Борис Слуцкий, кажется, единственный в советской поэзии, сказал вслух о том, как евреев принимали, точнее, не принимали, на работу. Стихотворение так и называется: «Как меня не приняли на работу»:

Не понравился, не показался, —

В общем, не подошел, не дорос.

Я стоял, как будто касался

Не меня

          весь этот вопрос.

Я сказал «спасибо» и вышел.

Даже дверью хлопать не стал.

И на улицу Горького вышел.

И почувствовал, как устал.

Следует, однако, пояснить, что в стихотворении этом, хотя поэт говорит от первого лица и вносит сугубо автобиографический момент — «Так не взяли меня на работу. И я взял ее на себя, всю неволю свою, всю охоту на хореи и ямбы рубя», — слова «еврей» нет. Нет, разумеется, по причинам, не зависящим от поэта: невозможно представить себе, что стихи эти увидели бы свет, если бы каждая вещь, каждое явление были названы здесь полным именем.

Обращаясь к своему прошлому, к далекому детству, Слуцкий вспоминает то же, что вспоминали в таких случаях и многие другие русские поэты. Но есть у него еще одна, особая область воспоминаний, уже не из детства, которая связана с его родословной, объемлющей всю его многочисленную родню:

Отягощенный родственными чувствами,

Я к тете шел, чтоб дядю повидать,

Двоюродных сестер к груди прижать,

Что музыкой и прочими искусствами,

Случалось,

          были так увлечены!

Я не нашел ни тети и ни дяди,

Не повидал двоюродных сестер,

Но помню,

          твердо помню

                до сих пор,

Каких соседи,

в землю глядя,

Мне тихо говорили: «Сожжены…»

Все сожжено: пороки с добродетелями

И дети с престарелыми родителями.

А я стою пред тихими свидетелями

И тихо повторяю:

          «Сожжены…»

Годы спустя поэт вновь вернулся к великой трагедии своего народа. В этот раз он говорил уже не о родне в узком смысле слова, а о народе своем, о сожженных своих братьях и сестрах, к которым он, несожженный, пришел на свидание:

Теперь Освенцим часто снится мне:

Дорога между станцией и лагерем.

Иду, бреду с толпою бедным Лазарем,

 а чемодан колотит по спине.

…………………………….

Нехитрая промышленность дымит

навстречу нам

          поганым сладким дымом

и медленным полетом лебединым

остатки душ поганый дым томит.

Прошлое — да какое же оно прошлое, если все стоит перед глазами! — настолько владеет им, что и собственное свое завершение земного пути он мыслит под знаком освенцимской березки:

Березка над кирпичною стеной,

Случись,

        когда придется,

                надо мной!

Случись на том последнем перекрестке!

Свидетелями смерти не возьму

Платан и дуб.

И лавр мне ни к чему.

С меня достаточно березки.

И если будет осень,

                пусть листок

Спланирует на лоб горячий.

А если будет солнце,

                пусть восток

Блеснет моей последнею удачей.

Почему восток? О каком востоке говорит здесь поэт, творя последнюю свою молитву, — «Березка у освенцимской стены! Ты столько раз в мои врастала сны! Случись, когда придется, надо мною», — обращаясь с последней просьбой не к людям, нет, к судьбе своей?

Слова, слова, слова, —

говаривал Гамлет.

Кроме того, есть Слово,

которое было вначале.

Вначале было слово,

и только потом — дело.

Слово, которое было вначале, до дела, Творец произнес, как известно, на Востоке. И там праотцы записали в Книгу:

«И сказал Бог: да будет свет. И стал свет».

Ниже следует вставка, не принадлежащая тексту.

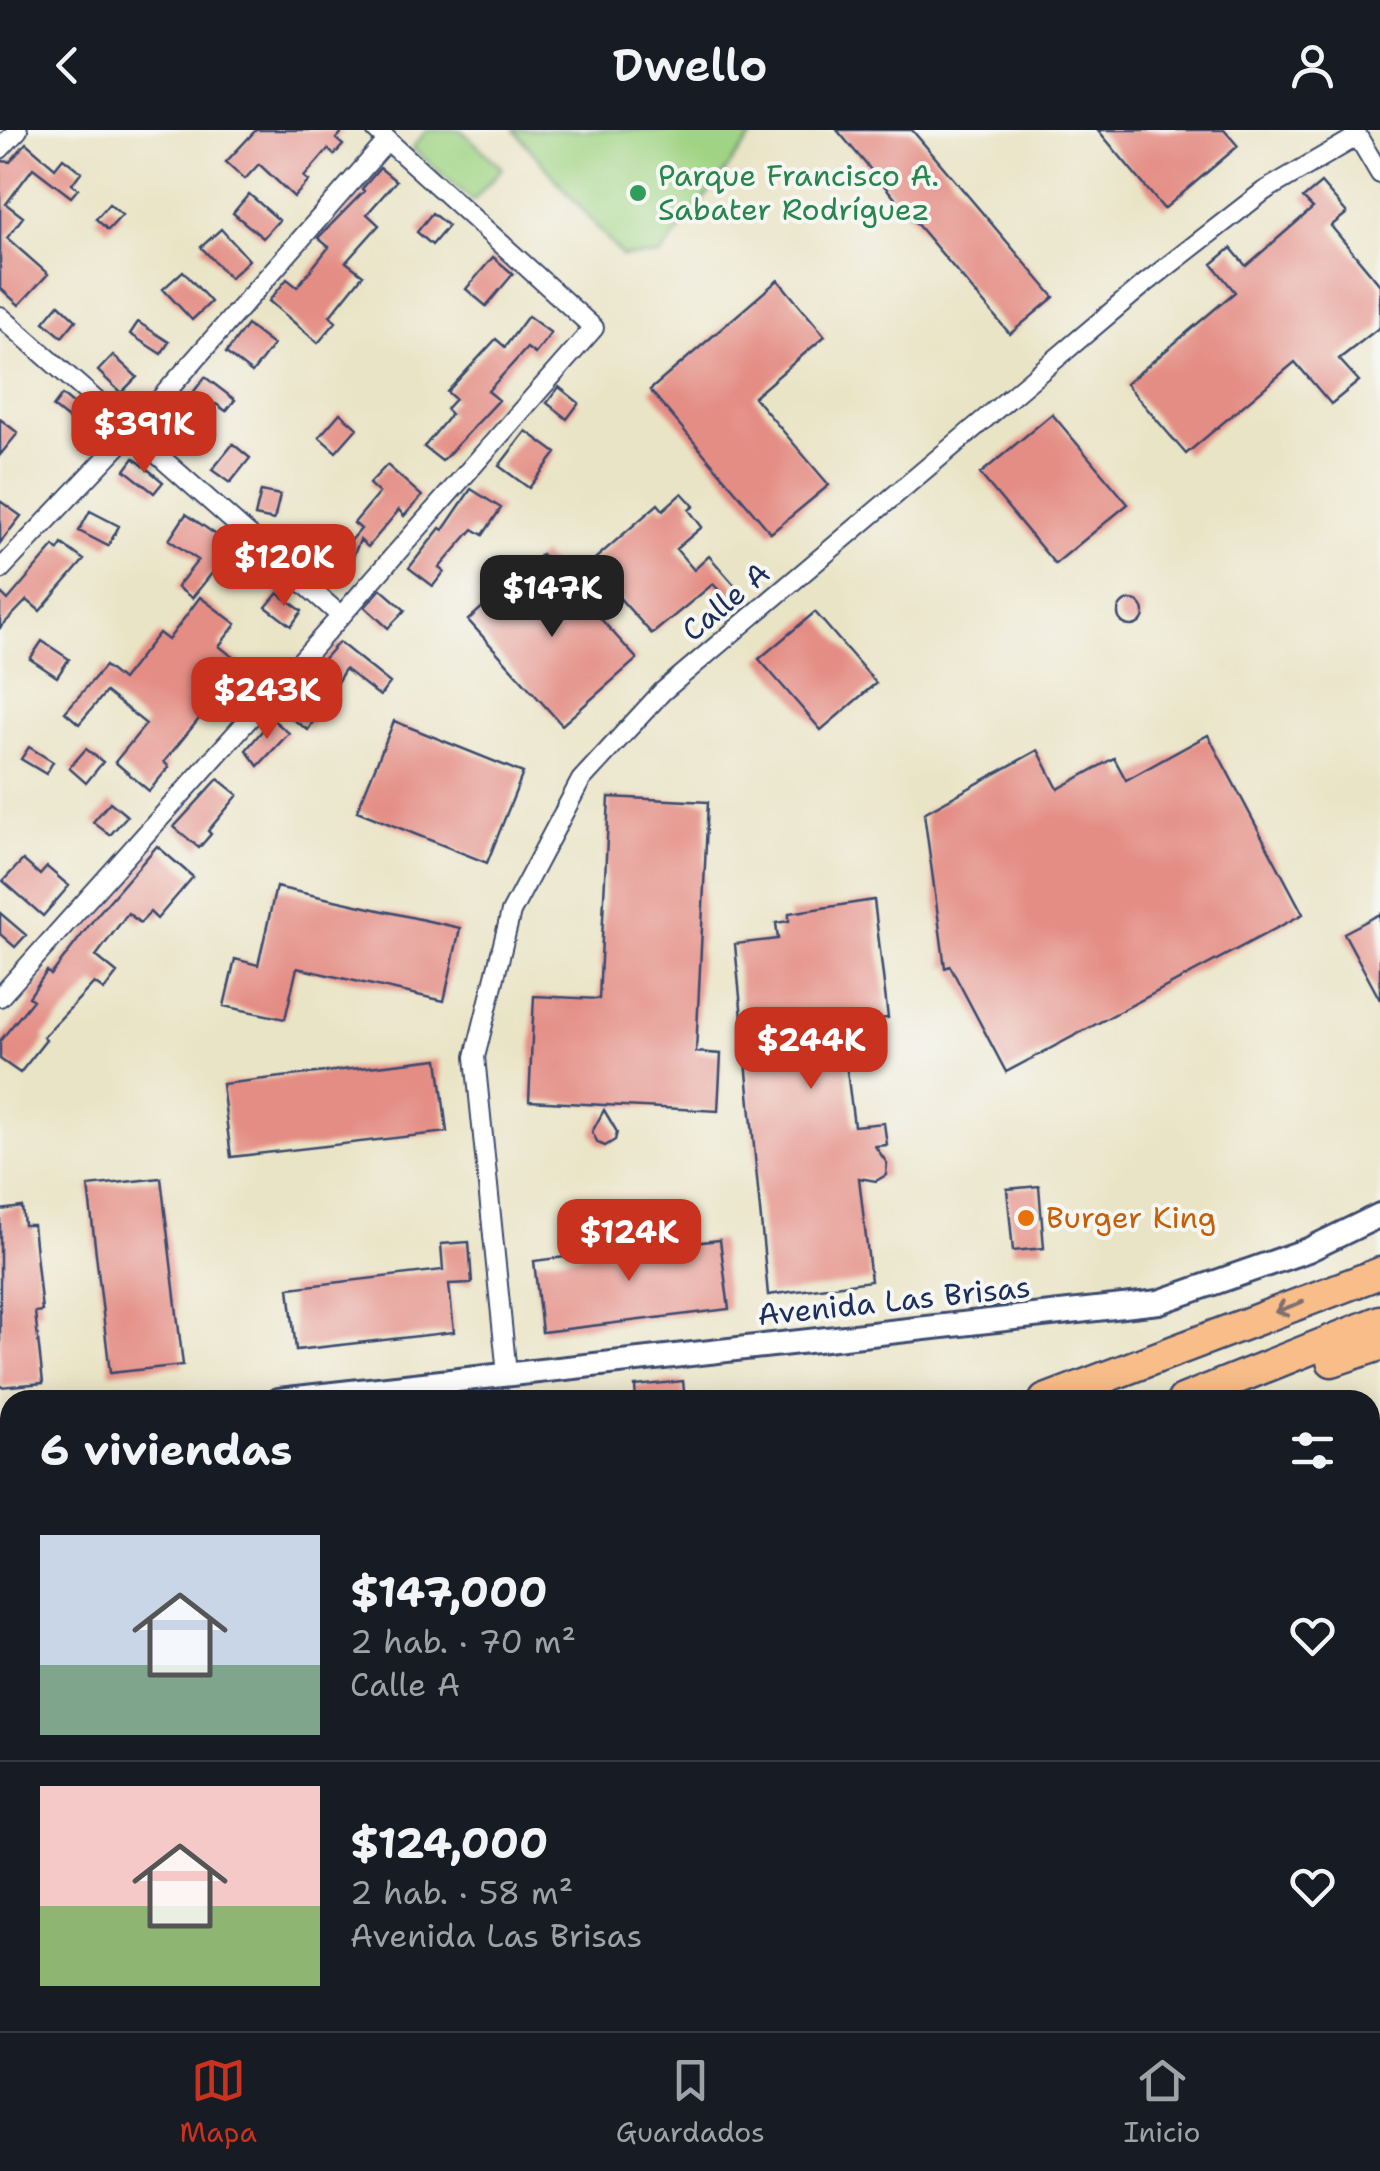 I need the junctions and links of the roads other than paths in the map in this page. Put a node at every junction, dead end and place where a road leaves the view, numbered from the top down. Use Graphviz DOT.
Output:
graph roads {
  1 [pos="18,130"];
  2 [pos="1356,133"];
  3 [pos="382,135"];
  4 [pos="0,149"];
  5 [pos="1380,174"];
  6 [pos="0,316"];
  7 [pos="132,432"];
  8 [pos="0,570"];
  9 [pos="342,616"];
  10 [pos="0,996"];
  11 [pos="1380,1215"];
  12 [pos="1380,1273"];
  13 [pos="1380,1321"];
  14 [pos="1380,1346"];
  15 [pos="1260,1372"];
  16 [pos="507,1374"];
  17 [pos="367,1390"];
  18 [pos="1071,1390"];
  19 [pos="1211,1390"];
  20 [pos="0,1594"];
  21 [pos="0,1622"];
  1 -- 4 [label="street"];
  2 -- 5 [label="street"];
  2 -- 16 [label="street, Calle A"];
  3 -- 7 [label="street"];
  3 -- 9 [label="street"];
  6 -- 7 [label="street"];
  7 -- 8 [label="street"];
  7 -- 9 [label="street"];
  9 -- 10 [label="street"];
  11 -- 16 [label="street, Avenida Las Brisas"];
  12 -- 18 [label="highway, one-way"];
  13 -- 15 [label="highway"];
  14 -- 15 [label="highway"];
  15 -- 19 [label="highway"];
  16 -- 17 [label="street, Avenida Las Brisas"];
  20 -- 21 [label="highway"];
} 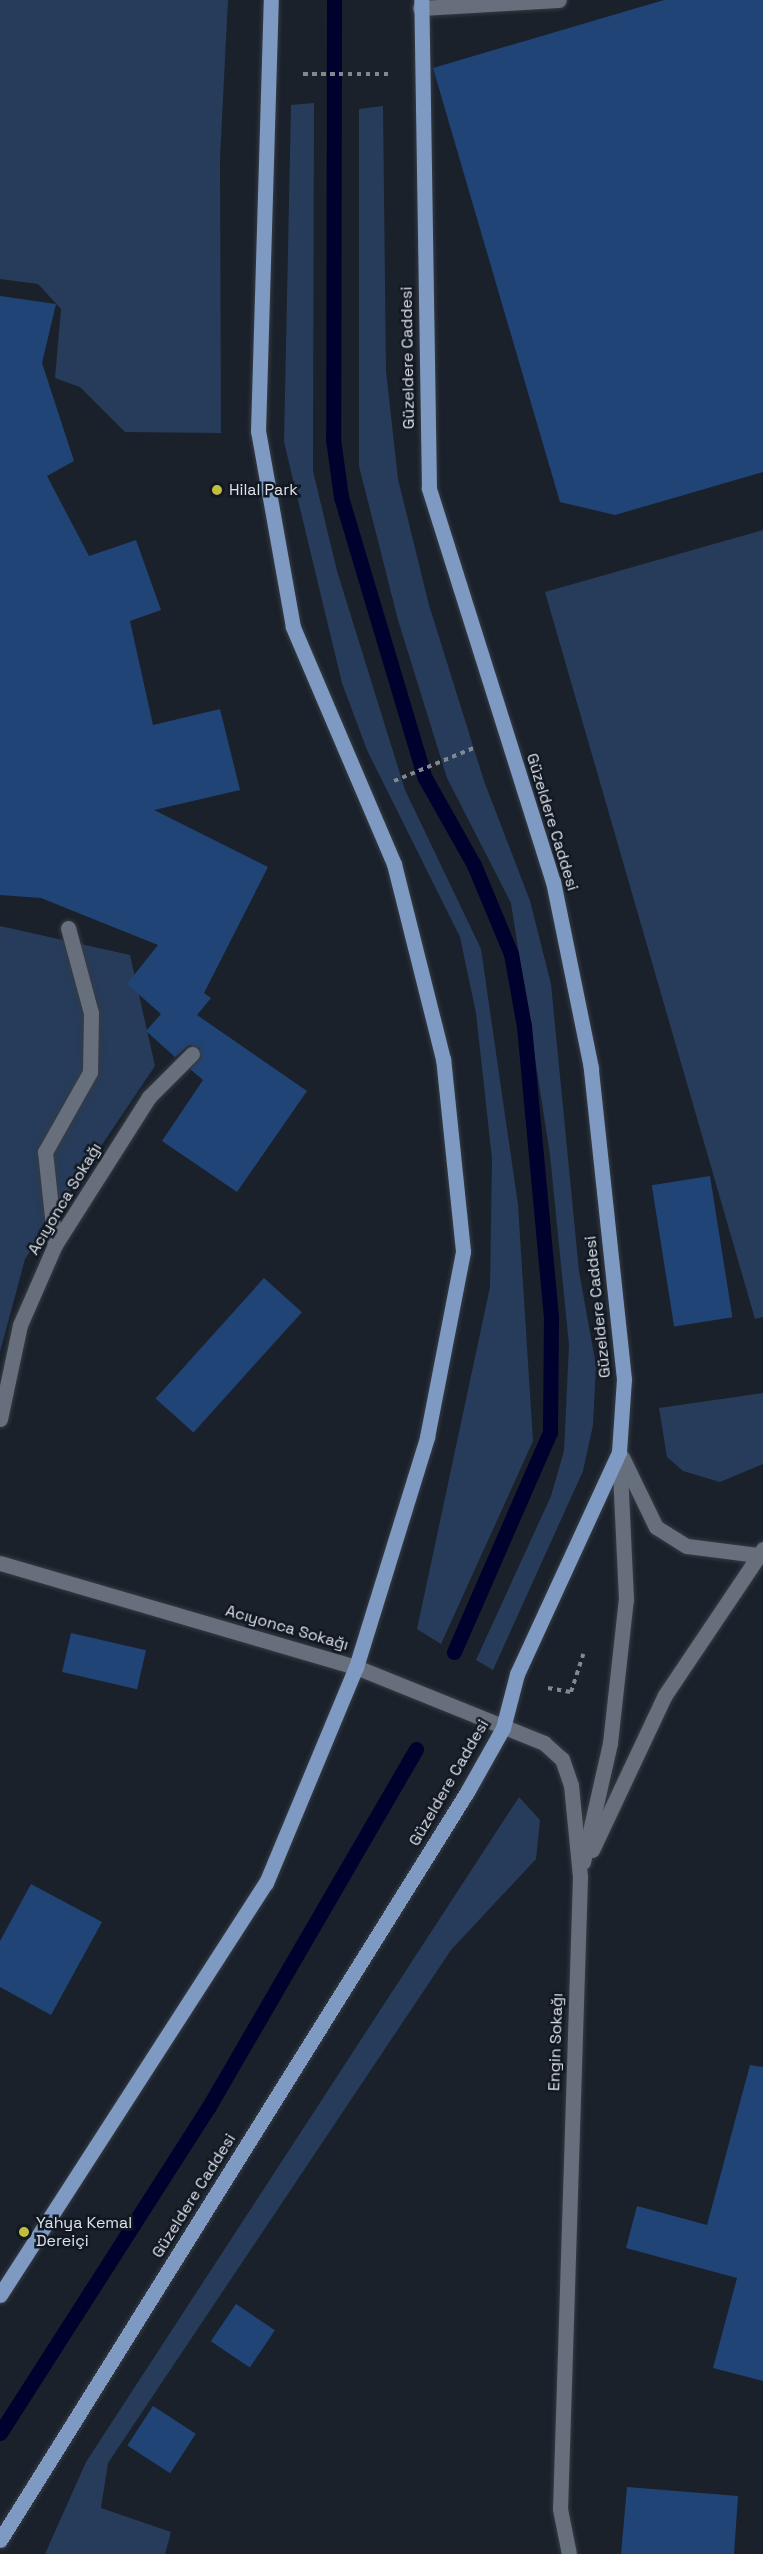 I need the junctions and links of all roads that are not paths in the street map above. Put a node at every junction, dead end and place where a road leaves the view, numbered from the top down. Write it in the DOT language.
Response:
graph roads {
  1 [pos="271,0"];
  2 [pos="559,0"];
  3 [pos="420,4"];
  4 [pos="68,928"];
  5 [pos="192,1054"];
  6 [pos="55,1245"];
  7 [pos="0,1419"];
  8 [pos="619,1452"];
  9 [pos="760,1552"];
  10 [pos="0,1563"];
  11 [pos="356,1667"];
  12 [pos="503,1728"];
  13 [pos="579,1877"];
  14 [pos="0,2295"];
  15 [pos="0,2540"];
  16 [pos="569,2554"];
  1 -- 11 [label="main road"];
  2 -- 3 [label="street"];
  3 -- 8 [label="main road, Güzeldere Caddesi"];
  4 -- 6 [label="street"];
  5 -- 6 [label="street, Acıyonca Sokağı"];
  6 -- 7 [label="street, Acıyonca Sokağı"];
  8 -- 9 [label="street"];
  8 -- 12 [label="main road, Güzeldere Caddesi"];
  8 -- 13 [label="street"];
  9 -- 13 [label="street"];
  10 -- 11 [label="street, Acıyonca Sokağı"];
  11 -- 12 [label="street, Engin Sokağı"];
  11 -- 14 [label="main road"];
  12 -- 13 [label="street, Engin Sokağı"];
  12 -- 15 [label="main road, Güzeldere Caddesi"];
  13 -- 16 [label="street, Engin Sokağı"];
}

Какой же еще восток, как не этот, восток пращуров, мог иметь в виду Борис Абрамович Слуцкий, заклиная судьбу соединить его с сожженными его братьями и сестрами под освенцимской березкой, которая взошла на их обугленных костях, из их праха!

«Давайте после драки помашем кулаками», — звал Борис Абрамович. И тут уже уточнял, к кому обращен ребячий его, мальчишеский зов: «Давайте выпьем, мертвые, во здравие живых!»

Мертвые — это и евреи, и неевреи — это все, кто, перед тем как полечь, шли в одном с поэтом Слуцким строю на войне:

Давайте выпьем, мертвые,

Во здравие живых!

Давайте, давайте: где ж еще можно в наши дни так покутить, как на пиру мертвых! На обугленных костях брата — по крови, по племени, по человеческому роду.